IN The Making, a group show by BA contemporary craft students, opens in The Gallery at York College on February 3.

The exhibition showcases the talents of third-year students as they undertake their final year and is of special importance as 2017 marks the 175th anniversary of the York School of Design, one of the first design schools to be set up outside London. York College continues its rich creative heritage in the city.

The eight artists on show, Lydia Munro, Jake Augur, Layla Khoo, Daniel Nyman, Olivia Lawrenson, Dawn Ridsdel, Alex Palmer and Sharon Wilkinson, address contemporary relationships with craft and how craft is perceived today.

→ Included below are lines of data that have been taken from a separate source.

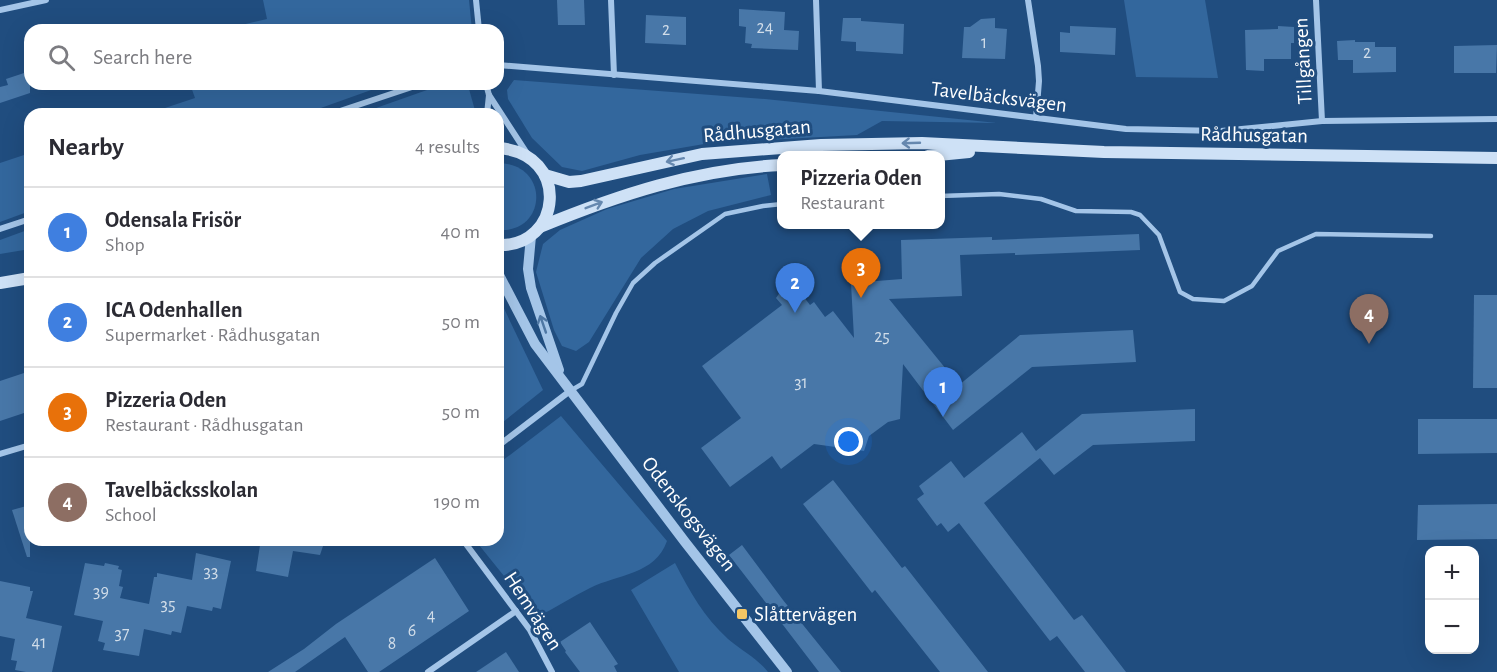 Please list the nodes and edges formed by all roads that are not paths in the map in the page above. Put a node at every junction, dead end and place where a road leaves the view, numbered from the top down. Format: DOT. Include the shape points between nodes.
graph roads {
  1 [pos="46,0"];
  2 [pos="476,0"];
  3 [pos="611,0"];
  4 [pos="816,0"];
  5 [pos="1028,0"];
  6 [pos="1316,0"];
  7 [pos="0,10"];
  8 [pos="478,24"];
  9 [pos="504,66"];
  10 [pos="615,75"];
  11 [pos="403,90"];
  12 [pos="488,90"];
  13 [pos="819,91"];
  14 [pos="489,95"];
  15 [pos="349,108"];
  16 [pos="488,108"];
  17 [pos="498,108"];
  18 [pos="504,118"];
  19 [pos="1036,118"];
  20 [pos="1497,119"];
  21 [pos="1322,121"];
  22 [pos="1011,148"];
  23 [pos="504,149"];
  24 [pos="945,154"];
  25 [pos="529,156"];
  26 [pos="1497,158"];
  27 [pos="777,165"];
  28 [pos="545,175"];
  29 [pos="945,196"];
  30 [pos="777,205"];
  31 [pos="24,221"];
  32 [pos="0,229"];
  33 [pos="535,231"];
  34 [pos="1431,236"];
  35 [pos="504,245"];
  36 [pos="24,279"];
  37 [pos="0,283"];
  38 [pos="504,285"];
  39 [pos="562,379"];
  40 [pos="570,391"];
  41 [pos="504,441"];
  42 [pos="24,447"];
  43 [pos="0,454"];
  44 [pos="467,546"];
  45 [pos="516,611"];
  46 [pos="428,672"];
  47 [pos="552,672"];
  48 [pos="787,672"];
  1 -- 7 [label="street"];
  2 -- 8 [label="street"];
  3 -- 10 [label="street"];
  4 -- 13 [label="street"];
  5 -- 19 [label="street" via="1038,66"];
  6 -- 21 [label="street, Tillgången"];
  9 -- 10 [label="street, Tavelbäcksvägen"];
  10 -- 13 [label="street, Tavelbäcksvägen"];
  11 -- 15 [label="street"];
  12 -- 14 [label="street"];
  13 -- 19 [label="street, Tavelbäcksvägen"];
  14 -- 16 [label="street"];
  14 -- 17 [label="street"];
  18 -- 25 [label="street"];
  19 -- 21 [label="street, Tavelbäcksvägen" via="1126,129 1221,131"];
  20 -- 21 [label="street, Tavelbäcksvägen"];
  22 -- 24 [label="main road, Rådhusgatan"];
  22 -- 26 [label="main road, Rådhusgatan"];
  22 -- 28 [label="main road, Rådhusgatan, one-way" via="922,143 822,145 702,154 581,181 568,182"];
  23 -- 25 [label="main road"];
  25 -- 28 [label="main road"];
  33 -- 27 [label="main road, Rådhusgatan, one-way" via="596,204 664,182"];
  28 -- 33 [label="main road" via="550,204"];
  29 -- 34 [label="lane" via="999,194 1041,199 1076,211 1140,215 1159,235 1179,292 1207,301 1224,301 1252,286 1278,251 1316,234"];
  30 -- 40 [label="lane" via="725,214 648,269 633,283 582,384"];
  31 -- 32 [label="street"];
  33 -- 35 [label="main road, Rådhusgatan" via="520,242"];
  39 -- 33 [label="street, Odenskogsvägen, one-way" via="531,288 528,259"];
  36 -- 37 [label="main road"];
  38 -- 39 [label="street, Odenskogsvägen" via="535,344"];
  39 -- 40 [label="street, Odenskogsvägen"];
  40 -- 41 [label="street"];
  40 -- 48 [label="street, Odenskogsvägen"];
  42 -- 43 [label="street"];
  44 -- 45 [label="street, Hemvägen"];
  45 -- 46 [label="street"];
  45 -- 47 [label="street, Hemvägen"];
}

The decorative, the functional and the thought-provoking are all present; from handmade silver jewellery, ceramic jars and contemporary 3D printed works, through to sculptural works addressing themes of loss and environmental damage.

Art and design technician Dawn Ridsdel says: "In a world which is becoming increasingly homogenised and automated, the simple act of making becomes both a refuge and a necessary means of expression of the original and the unique.

York Press:

Sculpture by Daniel Nyman

"The exhibition title, In The Making, reflects how we, as learners, are being formed into the artists of tomorrow, and how the things we make shape us and the world around us as much as we shape them."

Contemporary design artist Lydia Munro produces her handmade jewellery by experimenting with materials and techniques, attempting to push them to their limits. "My work is a story of exploration into identity, developed from research into narcissism," she says. "I'm fascinated with how people perceive themselves and others. This is shown through adaptations of the narcissus flower, probing the audience to admire and question how my work is formed."

Jake Augur uses both new and old technology to produce vessels made from 3D printing material, cast concrete and clay. Utilising computer-aided design to design and refine his work, he has developed 3D printed moulds and other tools to create vessels from different materials and to explore different shapes that would be difficult or impossible to make using traditional methods.

York Press:

3D printing by Jake Augur

Layla Khoo is drawn to ceramic art for the tactility and versatility that clay presents. She works primarily in mould-making and slip-casting, exploring how individuality can be brought to life by making in multiples. "I create installation pieces as an observation and response to emotional, societal and political issues, often drawn from personal experiences," she says.

Sculptor Daniel Nyman deals with what is material and tangible. "My ultimate goal is to give life to my creations: a semblance of life to something that is not alive," he says.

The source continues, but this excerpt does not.